Photodynamic therapy using motexafin lutetium in allograft coronary artery disease

Graft coronary artery disease (GCAD) limits long-term patient survival following heart transplantation. There are few treatment options. Exploration into less invasive diagnostic techniques and attenuation of allograft coronary disease is warranted. The selectivity of Antrin^® Injection (a motexafin lutetium sensitizer, Lu-Tex) and illumination with far-red light, approximately 732 nm, has been evaluated in several preclinical atherosclerosis models. Lu-Tex, using fluorescence microscopy, was found to partition into distinct punctate cytoplasmic compartments in cultured human bypass coronary smooth muscle cells (SMCs).
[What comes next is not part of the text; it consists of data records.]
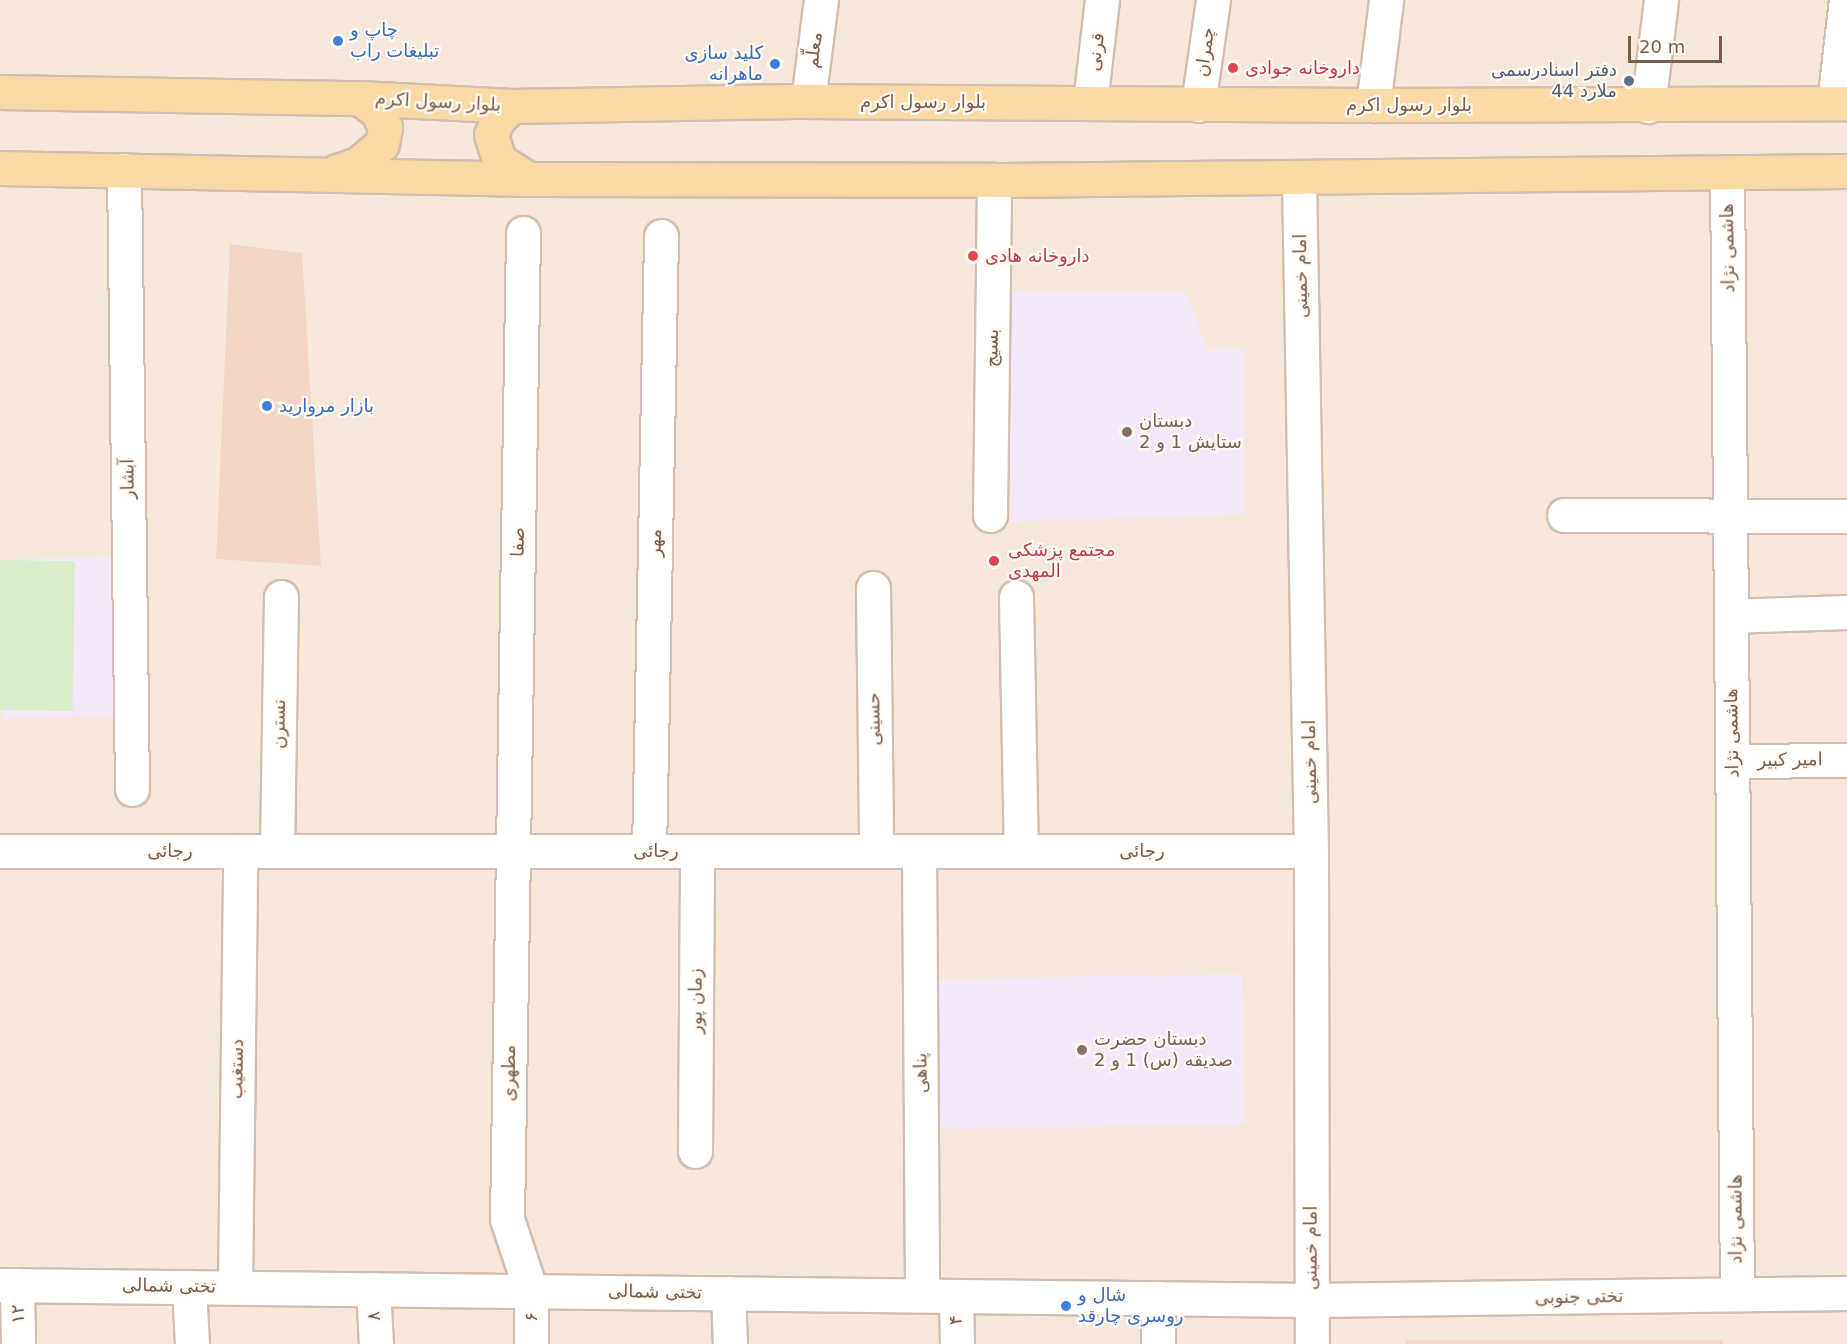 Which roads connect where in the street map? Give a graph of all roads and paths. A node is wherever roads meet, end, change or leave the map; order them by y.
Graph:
1 (821, 0) edge
2 (1101, 0) edge
3 (1213, 0) edge
4 (1386, 0) edge
5 (1661, 0) edge
6 (1846, 0) edge
7 (0, 92) edge
8 (359, 98) junction
9 (808, 101) junction
10 (1090, 103) junction
11 (1841, 103) edge
12 (1198, 105) junction
13 (1373, 105) junction
14 (512, 106) junction
15 (1648, 106) junction
16 (0, 168) edge
17 (124, 170) junction
18 (1847, 171) edge
19 (1727, 172) junction
20 (329, 174) junction
21 (528, 179) junction
22 (1299, 179) junction
23 (994, 180) junction
24 (523, 233) dead end
25 (661, 236) dead end
26 (990, 515) dead end
27 (1564, 515) dead end
28 (1847, 516) edge
29 (1730, 517) junction
30 (873, 588) dead end
31 (281, 597) dead end
32 (1016, 597) dead end
33 (1847, 612) edge
34 (1731, 616) junction
35 (1847, 760) edge
36 (1732, 761) junction
37 (132, 789) dead end
38 (697, 850) junction
39 (0, 851) edge
40 (240, 851) junction
41 (277, 851) junction
42 (513, 851) junction
43 (649, 851) junction
44 (876, 851) junction
45 (919, 851) junction
46 (1021, 851) junction
47 (1311, 851) junction
48 (695, 1151) dead end
49 (8, 1285) edge
50 (189, 1287) junction
51 (235, 1287) junction
52 (372, 1289) junction
53 (531, 1291) junction
54 (728, 1293) junction
55 (1847, 1293) edge
56 (1737, 1294) junction
57 (922, 1295) junction
58 (956, 1296) junction
59 (1158, 1298) junction
60 (1311, 1300) junction
61 (18, 1344) edge
62 (192, 1344) edge
63 (376, 1344) edge
64 (531, 1344) edge
65 (730, 1344) edge
66 (957, 1344) edge
67 (1158, 1344) edge
68 (1312, 1344) edge

1 - 9 street, معلّم
2 - 10 street, قرنی
3 - 12 street, چمران
4 - 13 street
5 - 15 street
6 - 11 street
7 - 8 main road, بلوار رسول اکرم
8 - 14 main road, بلوار رسول اکرم
8 - 20 main road
9 - 10 main road, بلوار رسول اکرم
9 - 14 main road, بلوار رسول اکرم
10 - 12 main road, بلوار رسول اکرم
11 - 15 main road, بلوار رسول اکرم
12 - 13 main road, بلوار رسول اکرم
13 - 15 main road, بلوار رسول اکرم
14 - 21 main road
16 - 17 main road
17 - 20 main road
17 - 37 street, آبشار
18 - 19 main road
19 - 22 main road
19 - 29 street, هاشمی نژاد
20 - 21 main road
21 - 23 main road
22 - 23 main road
22 - 47 street, امام خمینی
23 - 26 street, بسیج
24 - 42 street, صفا
25 - 43 street, مهر
27 - 29 street
28 - 29 street
29 - 34 street, هاشمی نژاد
30 - 44 street, حسینی
31 - 41 street, نسترن
32 - 46 street
33 - 34 street
34 - 36 street, هاشمی نژاد
35 - 36 street, امیر کبیر
36 - 56 street, هاشمی نژاد
38 - 43 street, رجائی
38 - 44 street, رجائی
38 - 48 street, زمان پور
39 - 40 street, رجائی
40 - 41 street, رجائی
40 - 51 street, دستغیب
41 - 42 street, رجائی
42 - 43 street, رجائی
42 - 53 street, مطهری
44 - 45 street, رجائی
45 - 46 street, رجائی
45 - 57 street, پناهی
46 - 47 street, رجائی
47 - 60 street, امام خمینی
49 - 50 street, تختی شمالی
49 - 61 street, ۱۲
50 - 51 street, تختی شمالی
50 - 62 street
51 - 52 street, تختی شمالی
52 - 53 street, تختی شمالی
52 - 63 street, ۸
53 - 54 street, تختی شمالی
53 - 64 street, ۶
54 - 57 street, تختی شمالی
54 - 65 street
55 - 56 street, تختی جنوبی
56 - 60 street, تختی جنوبی
57 - 58 street, تختی شمالی
58 - 59 street, تختی شمالی
58 - 66 street, ۴
59 - 60 street, تختی شمالی
59 - 67 street
60 - 68 street, امام خمینی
Using specific organelle probes the chief subcellular localization sites were lysosomes and endoplasmic reticulum. The inhibitory effect of Lu-Tex-mediated photoactivation was demonstrated using SMCs; many cells died via an apoptotic pathway. Following illumination, fluorescence microscopy revealed sensitizer redistribution with fluorescence being observed in the mitochondria. The distribution of Lu-Tex was evaluated in a rat model of heterotopic cardiac allografts 60 days after transplantation. Lu-Tex was retained in the cardiac allograft, exhibiting a five-fold increase in retention between the allograft and native heart. These results encourage further exploration of Lu-Tex for diagnosis, and possible amelioration of chronic graft vascular disease using photodynamic therapy.